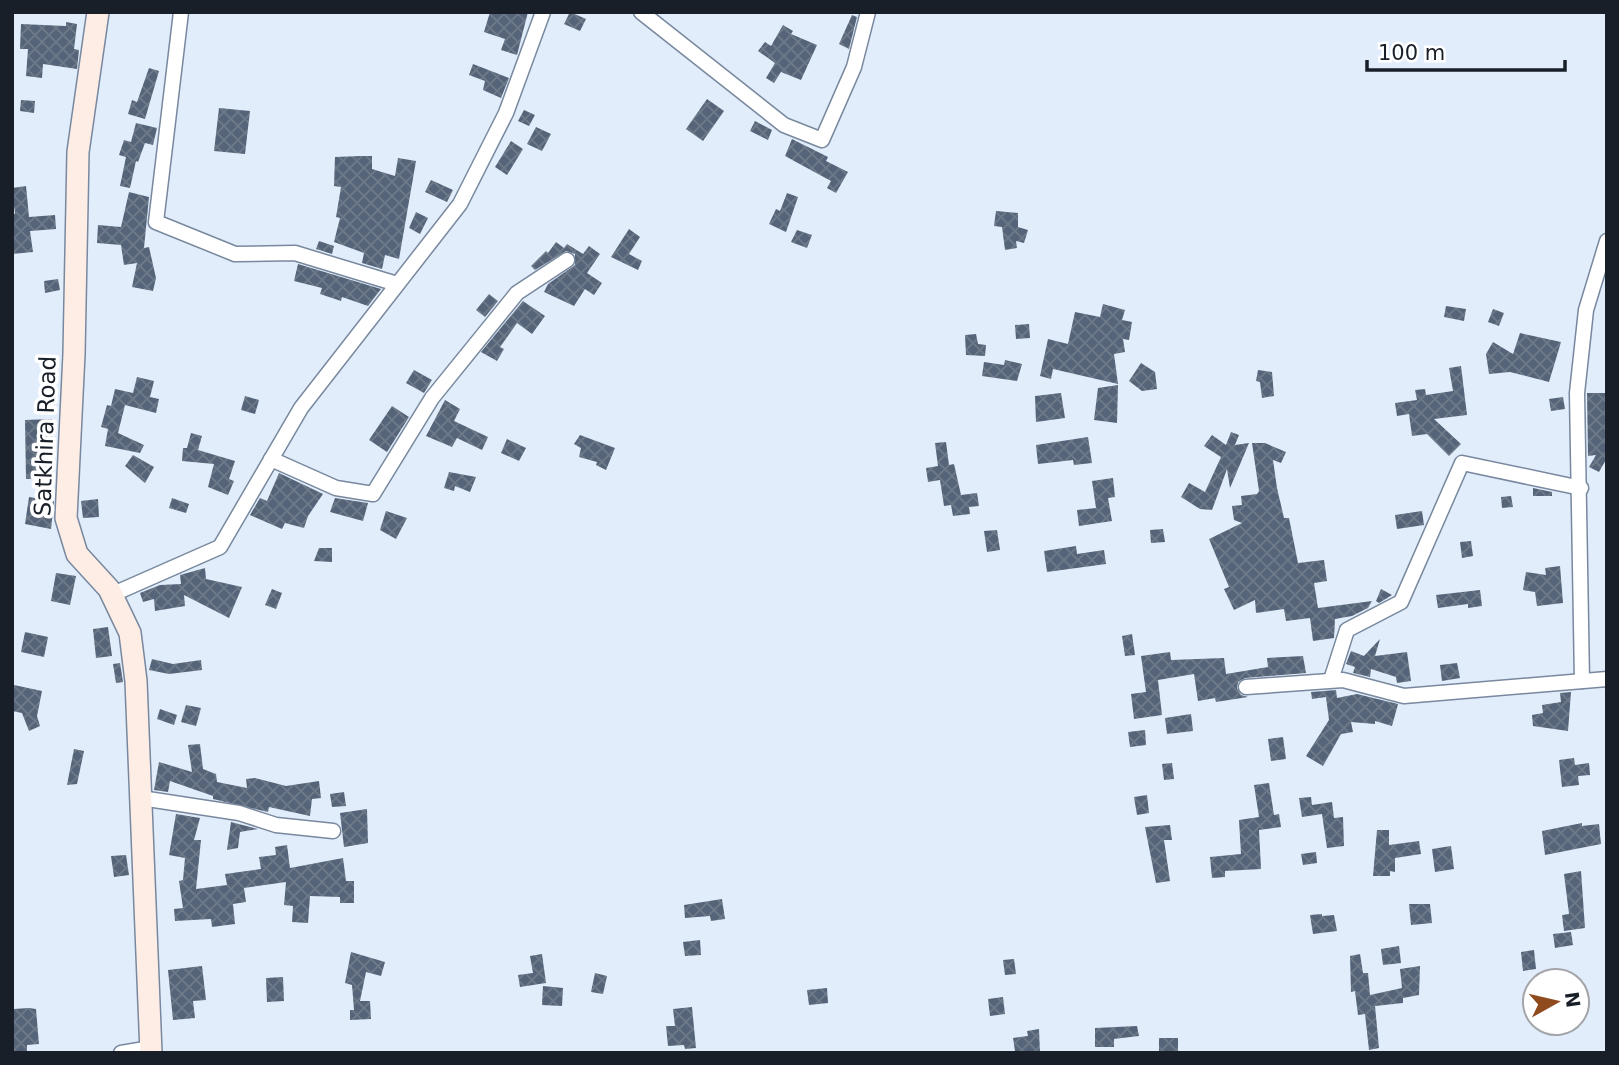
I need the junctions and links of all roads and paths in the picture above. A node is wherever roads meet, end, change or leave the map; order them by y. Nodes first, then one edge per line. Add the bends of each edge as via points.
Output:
1 (98, 12) edge
2 (181, 12) edge
3 (543, 12) edge
4 (641, 12) edge
5 (868, 12) edge
6 (1607, 241) edge
7 (567, 260) dead end
8 (397, 284) junction
9 (271, 458) junction
10 (1581, 488) junction
11 (111, 595) junction
12 (1607, 679) edge
13 (1331, 680) junction
14 (1582, 681) junction
15 (1246, 687) dead end
16 (141, 797) junction
17 (333, 831) dead end
18 (151, 1050) edge
19 (121, 1053) edge

1 - 11 main road, Satkhira Road via 78,152 66,518 77,554
2 - 8 street via 156,222 235,254 295,253
3 - 8 street via 506,113 460,204
4 - 5 street via 784,125 822,139 854,67
6 - 10 street via 1586,310 1577,393
7 - 9 street via 517,293 432,398 373,494 336,488
8 - 9 street via 301,408
9 - 11 street via 220,547
10 - 13 street via 1462,463 1401,602 1347,630
10 - 14 street
11 - 16 main road, Satkhira Road via 130,633
12 - 14 street
13 - 14 street via 1404,696
13 - 15 street
16 - 17 street via 239,813 276,825
16 - 18 main road, Satkhira Road
18 - 19 street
* * *
» Work request: What is needed is every entry above, repeated exactly, with the pictures dropped.

» Expected output:
I need the junctions and links of all roads and paths in the picture above. A node is wherever roads meet, end, change or leave the map; order them by y. Nodes first, then one edge per line. Add the bends of each edge as via points.
Output:
1 (98, 12) edge
2 (181, 12) edge
3 (543, 12) edge
4 (641, 12) edge
5 (868, 12) edge
6 (1607, 241) edge
7 (567, 260) dead end
8 (397, 284) junction
9 (271, 458) junction
10 (1581, 488) junction
11 (111, 595) junction
12 (1607, 679) edge
13 (1331, 680) junction
14 (1582, 681) junction
15 (1246, 687) dead end
16 (141, 797) junction
17 (333, 831) dead end
18 (151, 1050) edge
19 (121, 1053) edge

1 - 11 main road, Satkhira Road via 78,152 66,518 77,554
2 - 8 street via 156,222 235,254 295,253
3 - 8 street via 506,113 460,204
4 - 5 street via 784,125 822,139 854,67
6 - 10 street via 1586,310 1577,393
7 - 9 street via 517,293 432,398 373,494 336,488
8 - 9 street via 301,408
9 - 11 street via 220,547
10 - 13 street via 1462,463 1401,602 1347,630
10 - 14 street
11 - 16 main road, Satkhira Road via 130,633
12 - 14 street
13 - 14 street via 1404,696
13 - 15 street
16 - 17 street via 239,813 276,825
16 - 18 main road, Satkhira Road
18 - 19 street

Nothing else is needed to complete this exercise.